En outre, le TJPG introduit une obligation de déclaration pour les membres du conseil d’administration, les directeurs généraux, les actionnaires et les associés agissant à titre fiduciaire. Ces personnes doivent notifier à l’entité juridique l’identité de la personne ou de la société au nom de laquelle elles agissent. Les sociétés inscrites au registre du commerce sont tenues de communiquer ces informations à l’office du registre du commerce et, sous certaines conditions, au registre des ayants droit économiques.
Quelles sont les nouvelles obligations de diligence pour les conseillers et les avocats ?
Le nouveau projet de loi prévoit que les obligations de diligence prévues par la législation anti-blanchiment s’étendent à certaines activités de conseil qui présentent un risque élevé de blanchiment de capitaux. Les conseillers et avocats qui exercent les activités suivantes pour le compte de leurs clients seront soumis à ces obligations :
✓ Vente ou achat de biens immobiliers
✓ Constitution ou établissement de sociétés, de fondations ou de trusts
✓ Gestion ou administration de sociétés, de fondations ou de trusts
✓ Organisation des apports en société
✓ Vente ou achat de sociétés
✓ Fourniture d’adresses ou de locaux en tant que sièges sociaux pour des sociétés, des fondations ou des trusts
✓ Agir en tant qu’actionnaire pour le compte d’une autre personne
Le contenu et la portée des obligations sont fondés sur une approche basée sur le risque et comprennent certaines responsabilités :
✓ Vérifier l’identité des clients.
✓ Établir et confirmer l’identité des bénéficiaires effectifs.
✓ Comprendre et documenter la nature, l’objectif et le contexte de la transaction ou du service.
✓ Conserver des dossiers complets sur les activités de diligence raisonnable.
✓ Mettre en œuvre des contrôles et des procédures internes pour atténuer les risques de blanchiment d’argent.
✓ Déclarer les activités suspectes tout en préservant le secret professionnel.
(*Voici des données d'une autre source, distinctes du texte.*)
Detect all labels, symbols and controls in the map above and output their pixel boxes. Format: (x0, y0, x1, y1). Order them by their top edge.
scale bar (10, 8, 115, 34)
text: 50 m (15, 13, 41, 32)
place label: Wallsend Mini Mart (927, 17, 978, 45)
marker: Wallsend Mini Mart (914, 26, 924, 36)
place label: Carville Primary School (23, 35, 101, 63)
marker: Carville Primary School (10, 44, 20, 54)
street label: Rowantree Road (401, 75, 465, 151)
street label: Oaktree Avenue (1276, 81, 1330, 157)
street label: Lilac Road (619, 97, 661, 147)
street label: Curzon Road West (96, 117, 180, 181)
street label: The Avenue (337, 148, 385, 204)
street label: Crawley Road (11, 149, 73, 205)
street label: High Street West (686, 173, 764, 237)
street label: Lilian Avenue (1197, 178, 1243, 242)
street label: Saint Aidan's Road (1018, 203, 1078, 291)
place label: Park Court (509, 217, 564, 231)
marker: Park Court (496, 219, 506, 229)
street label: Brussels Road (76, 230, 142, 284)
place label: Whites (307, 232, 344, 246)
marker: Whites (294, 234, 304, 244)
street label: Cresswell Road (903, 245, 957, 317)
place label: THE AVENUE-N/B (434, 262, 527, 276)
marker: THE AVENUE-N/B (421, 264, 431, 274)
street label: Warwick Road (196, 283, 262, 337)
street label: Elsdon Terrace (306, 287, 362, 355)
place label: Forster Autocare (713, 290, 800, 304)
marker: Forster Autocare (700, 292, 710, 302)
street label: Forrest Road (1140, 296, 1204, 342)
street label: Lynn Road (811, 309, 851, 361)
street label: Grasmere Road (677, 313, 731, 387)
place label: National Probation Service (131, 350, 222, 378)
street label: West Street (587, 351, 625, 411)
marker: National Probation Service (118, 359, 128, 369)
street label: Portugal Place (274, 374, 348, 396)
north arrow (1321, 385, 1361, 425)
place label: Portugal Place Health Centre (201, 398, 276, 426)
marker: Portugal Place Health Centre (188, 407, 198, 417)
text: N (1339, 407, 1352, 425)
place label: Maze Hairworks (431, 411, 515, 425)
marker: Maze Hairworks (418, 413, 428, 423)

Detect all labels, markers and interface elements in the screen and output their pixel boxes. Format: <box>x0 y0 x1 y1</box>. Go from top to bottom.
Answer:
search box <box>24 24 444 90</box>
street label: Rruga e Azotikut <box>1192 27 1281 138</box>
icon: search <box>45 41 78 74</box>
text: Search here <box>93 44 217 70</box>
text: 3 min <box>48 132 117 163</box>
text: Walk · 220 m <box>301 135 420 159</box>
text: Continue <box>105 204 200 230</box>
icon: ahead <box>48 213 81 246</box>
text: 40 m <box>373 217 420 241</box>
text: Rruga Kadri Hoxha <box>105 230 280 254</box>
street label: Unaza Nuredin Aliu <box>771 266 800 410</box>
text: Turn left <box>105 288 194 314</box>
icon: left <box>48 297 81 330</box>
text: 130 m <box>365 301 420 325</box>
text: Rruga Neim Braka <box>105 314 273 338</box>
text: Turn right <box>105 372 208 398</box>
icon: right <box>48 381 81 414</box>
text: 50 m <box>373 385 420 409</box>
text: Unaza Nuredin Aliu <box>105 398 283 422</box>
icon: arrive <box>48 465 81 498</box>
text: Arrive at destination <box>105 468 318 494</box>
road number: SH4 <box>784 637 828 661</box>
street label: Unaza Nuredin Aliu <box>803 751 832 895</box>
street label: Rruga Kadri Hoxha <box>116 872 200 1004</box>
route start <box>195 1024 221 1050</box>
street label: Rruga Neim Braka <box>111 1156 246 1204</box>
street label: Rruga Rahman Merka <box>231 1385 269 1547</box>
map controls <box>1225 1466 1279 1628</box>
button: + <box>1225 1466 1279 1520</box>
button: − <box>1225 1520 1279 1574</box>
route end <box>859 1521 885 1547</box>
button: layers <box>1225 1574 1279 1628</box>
Les avocats ne doivent faire une déclaration que s’ils effectuent des transactions financières pour des clients.
En outre, les conseillers doivent s’affilier à un organisme d’autorégulation (OAR), qui surveillera le respect de leurs obligations en matière de lutte contre le blanchiment d’argent. Pour les avocats, la surveillance sera exercée par les autorités cantonales, qui contrôleront le respect du code de conduite prévu par la loi fédérale sur les avocats (LFAIE).
Les nouvelles dispositions devraient entrer en vigueur d’ici 2026, marquant une avancée significative dans l’amélioration du cadre suisse de lutte contre le blanchiment d’argent. |
La place financière suisse continue d’être confrontée à la pression réglementaire internationale, notamment en ce qui concerne la mise en œuvre de la déclaration des écarts, qui pose des défis importants aux banques et aux gestionnaires d’actifs.